Content related to health systems science—an understanding of how care is delivered, how health professionals work together to deliver that care, and how the health system can improve patient care and health care delivery—has become more frequent on the United States Medical Licensing Examination (USMLE). The National Board of Medical Examiners includes the topics in its USMLE Content Outline and offers a dedicated health systems science subject examination.
To help medical students, the AMA Accelerating Change in Medical Education Consortium has collaborated with the "InsideTheBoards" podcast to create a health systems science (HSS) podcast series. Each episode of the HSS series offers on-the-go learning by breaking down practice exam questions with expert guests.
A recent episode features a conversation with a physician mentor and a medical student at Case Western Reserve who helped develop a COVID-19 contact tracing and cluster investigation program with the Cuyahoga County Board of Health.
More than just staying busy
As elsewhere in the U.S., Cuyahoga County relied on contact tracing to understand and limit the spread of COVID-19. But whereas some counties needed weeks to staff their contact-tracing operations, students from Case Western Reserve were working with the public health department within days of losing their rotations.
"We built this plane as we flew it. There was no playbook, and there still isn't—we're just figuring it out as we go," said Heidi Gullett, MD, MPH, associate professor of family medicine and leader of the Block 1 first-year curriculum. "It was our students at the table every step of the way. … That, to me, was energizing as an educator, and that's the way I think medical education should be."
Students weren't just answering waiting phone lines. They also helped build a system that didn't exist previously—one that included hospitals, residential care facilities, the general public and employers.
It was a crash course in emergency response and improvisation, as "there were no communication routes between all of us in order to work together to fight this pandemic," said Andrea Szabo, a third-year medical student who was among the first medical students to get involved.

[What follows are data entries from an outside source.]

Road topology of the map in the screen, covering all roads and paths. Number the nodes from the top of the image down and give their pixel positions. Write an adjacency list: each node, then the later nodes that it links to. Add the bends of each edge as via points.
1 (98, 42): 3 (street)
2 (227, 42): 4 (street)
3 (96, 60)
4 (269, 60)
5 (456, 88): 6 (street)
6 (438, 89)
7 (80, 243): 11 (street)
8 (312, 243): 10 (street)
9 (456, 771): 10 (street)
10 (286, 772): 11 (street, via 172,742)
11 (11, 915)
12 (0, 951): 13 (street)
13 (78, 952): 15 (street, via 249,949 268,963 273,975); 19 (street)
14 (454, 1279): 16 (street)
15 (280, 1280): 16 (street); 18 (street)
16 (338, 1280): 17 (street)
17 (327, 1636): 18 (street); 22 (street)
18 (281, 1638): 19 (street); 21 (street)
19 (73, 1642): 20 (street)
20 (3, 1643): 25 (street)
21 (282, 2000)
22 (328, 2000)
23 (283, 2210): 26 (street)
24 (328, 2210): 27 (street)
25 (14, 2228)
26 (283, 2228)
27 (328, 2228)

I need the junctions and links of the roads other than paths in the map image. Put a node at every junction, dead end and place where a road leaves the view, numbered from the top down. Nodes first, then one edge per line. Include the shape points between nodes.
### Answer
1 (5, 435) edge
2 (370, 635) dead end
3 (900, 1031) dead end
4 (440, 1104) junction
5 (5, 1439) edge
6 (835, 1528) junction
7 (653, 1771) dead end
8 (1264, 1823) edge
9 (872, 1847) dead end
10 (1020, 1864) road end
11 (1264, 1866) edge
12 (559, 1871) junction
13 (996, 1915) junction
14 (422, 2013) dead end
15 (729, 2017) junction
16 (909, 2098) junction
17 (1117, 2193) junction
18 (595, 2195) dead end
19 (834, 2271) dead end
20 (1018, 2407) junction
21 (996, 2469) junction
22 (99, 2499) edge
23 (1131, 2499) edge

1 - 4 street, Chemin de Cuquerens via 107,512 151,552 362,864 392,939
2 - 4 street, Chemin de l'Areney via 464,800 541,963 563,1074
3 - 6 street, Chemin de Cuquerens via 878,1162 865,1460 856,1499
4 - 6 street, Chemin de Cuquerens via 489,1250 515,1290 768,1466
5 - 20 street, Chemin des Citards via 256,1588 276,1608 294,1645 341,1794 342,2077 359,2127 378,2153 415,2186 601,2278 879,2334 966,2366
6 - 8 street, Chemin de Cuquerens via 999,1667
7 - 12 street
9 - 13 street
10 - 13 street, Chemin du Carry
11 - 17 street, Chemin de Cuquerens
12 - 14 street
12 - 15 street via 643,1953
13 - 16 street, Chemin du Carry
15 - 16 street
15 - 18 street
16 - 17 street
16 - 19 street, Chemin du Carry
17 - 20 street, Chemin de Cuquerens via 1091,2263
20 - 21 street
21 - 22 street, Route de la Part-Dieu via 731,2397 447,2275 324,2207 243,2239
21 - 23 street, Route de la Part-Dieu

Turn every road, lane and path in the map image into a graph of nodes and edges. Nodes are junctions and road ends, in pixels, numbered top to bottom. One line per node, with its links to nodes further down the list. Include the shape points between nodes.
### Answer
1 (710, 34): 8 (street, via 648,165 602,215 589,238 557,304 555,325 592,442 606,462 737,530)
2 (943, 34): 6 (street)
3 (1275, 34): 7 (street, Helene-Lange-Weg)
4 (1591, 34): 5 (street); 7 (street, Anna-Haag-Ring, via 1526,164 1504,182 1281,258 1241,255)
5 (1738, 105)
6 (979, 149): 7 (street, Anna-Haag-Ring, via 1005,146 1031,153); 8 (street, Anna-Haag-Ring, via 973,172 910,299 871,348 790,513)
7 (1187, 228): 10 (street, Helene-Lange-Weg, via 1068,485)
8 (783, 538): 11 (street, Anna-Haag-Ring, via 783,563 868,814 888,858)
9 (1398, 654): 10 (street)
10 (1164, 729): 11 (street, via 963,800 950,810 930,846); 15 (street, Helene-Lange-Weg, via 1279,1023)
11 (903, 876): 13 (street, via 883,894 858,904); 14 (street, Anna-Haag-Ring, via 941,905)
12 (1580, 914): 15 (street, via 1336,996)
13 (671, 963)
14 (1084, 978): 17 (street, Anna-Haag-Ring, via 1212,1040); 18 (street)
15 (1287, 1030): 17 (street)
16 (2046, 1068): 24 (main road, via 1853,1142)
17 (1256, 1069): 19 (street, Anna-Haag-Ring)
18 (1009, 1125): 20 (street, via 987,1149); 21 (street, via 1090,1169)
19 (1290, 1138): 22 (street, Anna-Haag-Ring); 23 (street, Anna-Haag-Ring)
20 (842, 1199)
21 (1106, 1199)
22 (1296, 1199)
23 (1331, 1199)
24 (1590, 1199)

Long-term educational value
"It's been readily apparent over the last 10 months in the COVID pandemic how important understanding systems—and thinking through systems and adaptations within systems—can really help improve the health of both individuals and populations," said Dr. Gullett, who also serves as the medical school's population health liaison at the Cuyahoga County Board of Health.
It's important for medical students, residents and fellows to think about how they are influenced by the system, but it's just as important for them to think about how they play a part in changing it, she noted.
"It's a two-way thing," Dr. Gullett said. "If you look at a smaller microsystem level, you can see that you could be the one that's contributing to that patient safety issue in a really positive way. Or you could be the one that thinks about how we redesign a workflow so that it works better or it's more efficient."
Systems thinking is, in fact, the most important thing Dr. Gullett and her colleagues have used in the pandemic
"We're still using" it, she said, as "today we're trying to figure out how to give our vaccines and get our vaccines deployed."
A description of this project was submitted to the 2020 Health Systems Science Student, Resident and Fellow Impact Challenge and selected to be published in the challenge's abstract book along with dozens of other notable projects.